Room for Both the Familiar and the Unexpected in Glu's Summer Lineup

Glu Mobile, a publicly-traded mobile gaming company that specializes in freemium apps, unveiled a summer lineup of games today that looked familiar with an even split between hardcore shooters and casual resource management titles. But it also included one very novel concept, Tunity, a location-based social music app that might have some issues with gaining critical mass because of how unique it is.

The hardcore part of the lineup includes Eternity Warriors, a Medieval-themed melee combat game, space shooter Star Blitz and a multiplayer version of Glu’s big hit Gun Bros. That game boasted $2.3 million in revenue and an average of 215,000 active users per day in the first quarter.

The other half of the portfolio is made up of casual sim games. They include city-builder Space City, another game where players manage a circus called Circus City and Wildlife Safari, which is reminiscent of Pocket Gems’ Tap Zoo except with higher-quality 3D graphics.

“We believe in innovation by evolution,” said Giancarlo Mori, Glu’s chief creative officer. “We don’t want to walk away from what people have learned.” That said, he said sim games will get progressively more sophisticated as players get used to appointment-based mechanics.

Mori pointed out that each of Glu’s upcoming titles adds some new elements to the genre. Even though Eternity Warriors and Star Blitz may be built off the Gun Bros game engine, they add new features like melee-style or vehicular combat. Multiplayer Gun Bros obviously gives users the ability to play with friends in real-time.
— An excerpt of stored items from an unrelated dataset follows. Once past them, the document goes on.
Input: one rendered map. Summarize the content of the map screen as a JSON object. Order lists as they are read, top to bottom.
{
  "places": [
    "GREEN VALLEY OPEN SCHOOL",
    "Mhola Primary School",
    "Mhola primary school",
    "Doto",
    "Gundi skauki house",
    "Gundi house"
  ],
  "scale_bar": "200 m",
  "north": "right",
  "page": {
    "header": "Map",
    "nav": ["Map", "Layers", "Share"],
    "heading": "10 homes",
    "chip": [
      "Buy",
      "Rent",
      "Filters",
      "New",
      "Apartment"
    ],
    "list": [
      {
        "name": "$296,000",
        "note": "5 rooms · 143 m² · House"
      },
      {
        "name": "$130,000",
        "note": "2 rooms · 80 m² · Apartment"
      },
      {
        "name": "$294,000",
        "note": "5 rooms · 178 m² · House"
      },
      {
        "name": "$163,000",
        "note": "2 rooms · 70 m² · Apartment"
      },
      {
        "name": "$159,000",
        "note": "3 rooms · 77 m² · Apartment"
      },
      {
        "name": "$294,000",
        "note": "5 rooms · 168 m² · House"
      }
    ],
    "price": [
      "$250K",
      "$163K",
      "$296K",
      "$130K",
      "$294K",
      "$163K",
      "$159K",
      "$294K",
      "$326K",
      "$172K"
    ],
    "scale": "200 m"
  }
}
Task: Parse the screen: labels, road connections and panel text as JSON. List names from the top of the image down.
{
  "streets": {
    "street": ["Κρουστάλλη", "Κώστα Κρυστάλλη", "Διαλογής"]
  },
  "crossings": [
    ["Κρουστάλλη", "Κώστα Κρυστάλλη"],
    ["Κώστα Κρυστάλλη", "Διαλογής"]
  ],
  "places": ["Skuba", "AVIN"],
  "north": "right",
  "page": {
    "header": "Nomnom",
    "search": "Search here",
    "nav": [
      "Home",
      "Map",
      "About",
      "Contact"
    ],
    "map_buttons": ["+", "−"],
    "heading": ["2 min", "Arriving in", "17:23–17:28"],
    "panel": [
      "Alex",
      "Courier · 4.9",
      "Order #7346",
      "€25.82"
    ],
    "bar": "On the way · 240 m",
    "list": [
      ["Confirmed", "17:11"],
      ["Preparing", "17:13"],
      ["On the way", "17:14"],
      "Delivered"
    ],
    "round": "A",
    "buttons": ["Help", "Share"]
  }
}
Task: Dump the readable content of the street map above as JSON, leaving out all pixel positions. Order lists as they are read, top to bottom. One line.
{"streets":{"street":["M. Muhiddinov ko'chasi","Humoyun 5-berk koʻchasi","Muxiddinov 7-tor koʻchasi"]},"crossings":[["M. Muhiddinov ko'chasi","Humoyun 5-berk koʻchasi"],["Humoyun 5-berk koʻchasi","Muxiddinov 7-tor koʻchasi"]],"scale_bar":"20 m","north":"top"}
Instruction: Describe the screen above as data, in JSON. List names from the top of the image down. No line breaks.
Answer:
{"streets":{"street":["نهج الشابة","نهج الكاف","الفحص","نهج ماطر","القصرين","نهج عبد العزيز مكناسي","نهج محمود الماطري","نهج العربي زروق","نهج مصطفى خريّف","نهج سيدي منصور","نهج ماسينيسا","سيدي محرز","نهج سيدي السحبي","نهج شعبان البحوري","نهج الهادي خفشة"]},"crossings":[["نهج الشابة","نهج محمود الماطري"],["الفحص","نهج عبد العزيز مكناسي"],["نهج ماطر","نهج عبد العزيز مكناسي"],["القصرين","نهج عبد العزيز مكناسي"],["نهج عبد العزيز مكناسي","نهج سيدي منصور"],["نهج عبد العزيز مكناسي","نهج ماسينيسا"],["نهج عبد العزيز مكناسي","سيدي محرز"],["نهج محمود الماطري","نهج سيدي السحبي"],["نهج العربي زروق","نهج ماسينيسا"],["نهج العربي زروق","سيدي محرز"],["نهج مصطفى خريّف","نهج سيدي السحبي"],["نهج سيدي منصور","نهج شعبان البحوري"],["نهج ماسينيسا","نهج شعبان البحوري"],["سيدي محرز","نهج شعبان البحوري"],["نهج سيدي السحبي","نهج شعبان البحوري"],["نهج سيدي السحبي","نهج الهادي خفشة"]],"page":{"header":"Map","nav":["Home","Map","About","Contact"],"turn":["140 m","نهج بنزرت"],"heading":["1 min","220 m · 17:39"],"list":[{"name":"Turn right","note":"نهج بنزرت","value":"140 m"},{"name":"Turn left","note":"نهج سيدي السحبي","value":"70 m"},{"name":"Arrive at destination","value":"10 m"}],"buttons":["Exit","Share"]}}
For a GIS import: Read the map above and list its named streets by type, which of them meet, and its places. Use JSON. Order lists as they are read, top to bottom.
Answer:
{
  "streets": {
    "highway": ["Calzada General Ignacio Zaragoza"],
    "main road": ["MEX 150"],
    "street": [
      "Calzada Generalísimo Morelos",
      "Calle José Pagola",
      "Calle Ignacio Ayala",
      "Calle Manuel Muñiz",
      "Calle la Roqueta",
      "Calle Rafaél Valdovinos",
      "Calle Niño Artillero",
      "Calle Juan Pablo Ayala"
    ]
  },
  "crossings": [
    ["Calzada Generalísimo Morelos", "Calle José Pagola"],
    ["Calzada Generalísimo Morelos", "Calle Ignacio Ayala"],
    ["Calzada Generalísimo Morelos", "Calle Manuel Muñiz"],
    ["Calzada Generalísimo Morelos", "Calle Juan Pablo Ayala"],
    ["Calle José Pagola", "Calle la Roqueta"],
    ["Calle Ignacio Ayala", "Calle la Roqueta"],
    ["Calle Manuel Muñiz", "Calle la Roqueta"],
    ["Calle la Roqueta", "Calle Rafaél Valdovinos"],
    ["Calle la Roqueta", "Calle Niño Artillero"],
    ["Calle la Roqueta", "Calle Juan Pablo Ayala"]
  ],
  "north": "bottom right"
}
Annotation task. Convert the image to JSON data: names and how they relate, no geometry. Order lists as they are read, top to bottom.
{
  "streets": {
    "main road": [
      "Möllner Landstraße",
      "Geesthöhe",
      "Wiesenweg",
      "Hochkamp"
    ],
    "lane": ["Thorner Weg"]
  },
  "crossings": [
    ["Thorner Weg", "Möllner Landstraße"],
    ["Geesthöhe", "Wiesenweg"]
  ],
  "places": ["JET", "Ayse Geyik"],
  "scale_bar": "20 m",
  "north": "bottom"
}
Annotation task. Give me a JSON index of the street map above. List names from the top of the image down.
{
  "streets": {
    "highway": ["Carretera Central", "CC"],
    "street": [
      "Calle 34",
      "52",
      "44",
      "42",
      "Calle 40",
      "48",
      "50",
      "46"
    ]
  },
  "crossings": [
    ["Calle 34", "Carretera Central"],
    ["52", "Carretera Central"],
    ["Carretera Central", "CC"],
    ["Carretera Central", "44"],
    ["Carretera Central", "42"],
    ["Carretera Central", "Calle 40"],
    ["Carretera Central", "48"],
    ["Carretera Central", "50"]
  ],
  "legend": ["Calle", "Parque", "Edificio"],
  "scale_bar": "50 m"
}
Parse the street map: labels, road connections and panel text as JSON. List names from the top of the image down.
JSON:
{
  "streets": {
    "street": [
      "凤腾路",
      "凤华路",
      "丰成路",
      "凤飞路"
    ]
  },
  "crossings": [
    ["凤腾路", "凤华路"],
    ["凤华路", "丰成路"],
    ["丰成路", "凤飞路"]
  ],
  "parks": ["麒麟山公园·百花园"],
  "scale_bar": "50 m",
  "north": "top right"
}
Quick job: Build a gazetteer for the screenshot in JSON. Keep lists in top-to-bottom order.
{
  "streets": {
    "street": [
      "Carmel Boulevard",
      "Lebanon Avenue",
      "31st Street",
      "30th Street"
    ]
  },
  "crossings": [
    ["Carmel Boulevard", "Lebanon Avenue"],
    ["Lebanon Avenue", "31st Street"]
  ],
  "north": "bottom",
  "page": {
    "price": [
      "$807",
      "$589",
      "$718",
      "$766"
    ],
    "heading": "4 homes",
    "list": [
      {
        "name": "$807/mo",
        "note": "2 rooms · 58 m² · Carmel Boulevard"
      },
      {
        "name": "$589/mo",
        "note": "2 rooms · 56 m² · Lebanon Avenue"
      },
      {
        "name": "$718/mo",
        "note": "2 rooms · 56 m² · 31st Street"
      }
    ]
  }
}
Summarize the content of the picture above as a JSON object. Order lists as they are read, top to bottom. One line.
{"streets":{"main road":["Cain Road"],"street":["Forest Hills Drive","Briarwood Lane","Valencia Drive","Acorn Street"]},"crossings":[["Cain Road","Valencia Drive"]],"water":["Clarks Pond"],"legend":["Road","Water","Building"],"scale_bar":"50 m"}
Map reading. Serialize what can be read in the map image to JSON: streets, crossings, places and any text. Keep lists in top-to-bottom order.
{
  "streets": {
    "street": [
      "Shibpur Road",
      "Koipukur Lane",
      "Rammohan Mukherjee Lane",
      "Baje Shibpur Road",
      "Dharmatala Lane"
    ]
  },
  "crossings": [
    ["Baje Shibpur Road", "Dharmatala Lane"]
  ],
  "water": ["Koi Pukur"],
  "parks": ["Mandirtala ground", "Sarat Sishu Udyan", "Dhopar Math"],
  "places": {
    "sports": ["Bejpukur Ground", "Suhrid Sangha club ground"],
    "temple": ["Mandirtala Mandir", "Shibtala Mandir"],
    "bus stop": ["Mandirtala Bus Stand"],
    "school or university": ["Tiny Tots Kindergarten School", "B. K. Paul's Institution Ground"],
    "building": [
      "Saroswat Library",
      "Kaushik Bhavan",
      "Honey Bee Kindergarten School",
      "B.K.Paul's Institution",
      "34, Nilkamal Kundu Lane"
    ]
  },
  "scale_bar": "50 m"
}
In Wildlife Safari, players will have to also defend their animals from poaching in addition to well-known mechanics around earning income from different animal pens and buying decorations. In another forthcoming sim game Circus City, players acquire buildings and performers in the build-up to a circus performance.

Even if Glu reuses the same game engine for multiple titles, the company says that doesn’t necessarily cut down on development times or budgets for individual games. “Consumers are demanding the latest and greatest of the genre,” said chief executive Niccolo de Masi. “Because we’re not essentially doing what we were doing before, we don’t have development times compressed to a week or month.”

The last game Glu mentioned today is Tunity, which is a much more inherently social title than any of the games the company has released previously. It’s a location-based game where players can tag songs to places around them, and in turn share stories of meaningful moments and the music tied to them with friends.

It’s the one app in the portfolio that at its core is really innovative, but that may also be its Achilles heel. Even if the other games aren’t conceptually new, they are far more marketable to the company’s existing base of players. There are a few other social music apps out there like Schematic Labs’ Soundtracking. But location adds a whole other dimension of complexity to the problem of seeding the app with a meaningful number of friends for the app to be useful.

As for the future, Mori said he’s hoping other genres like sports will start to mature on mobile platforms. Racing is another possibility. In terms of tablets, Glu is still designing games that can basically work in the same way on both phones and larger devices. Mori said that perhaps with the next generation of tablets and as the iPad and Android devices gain a larger installed base, the company will start building games specifically with that format in mind.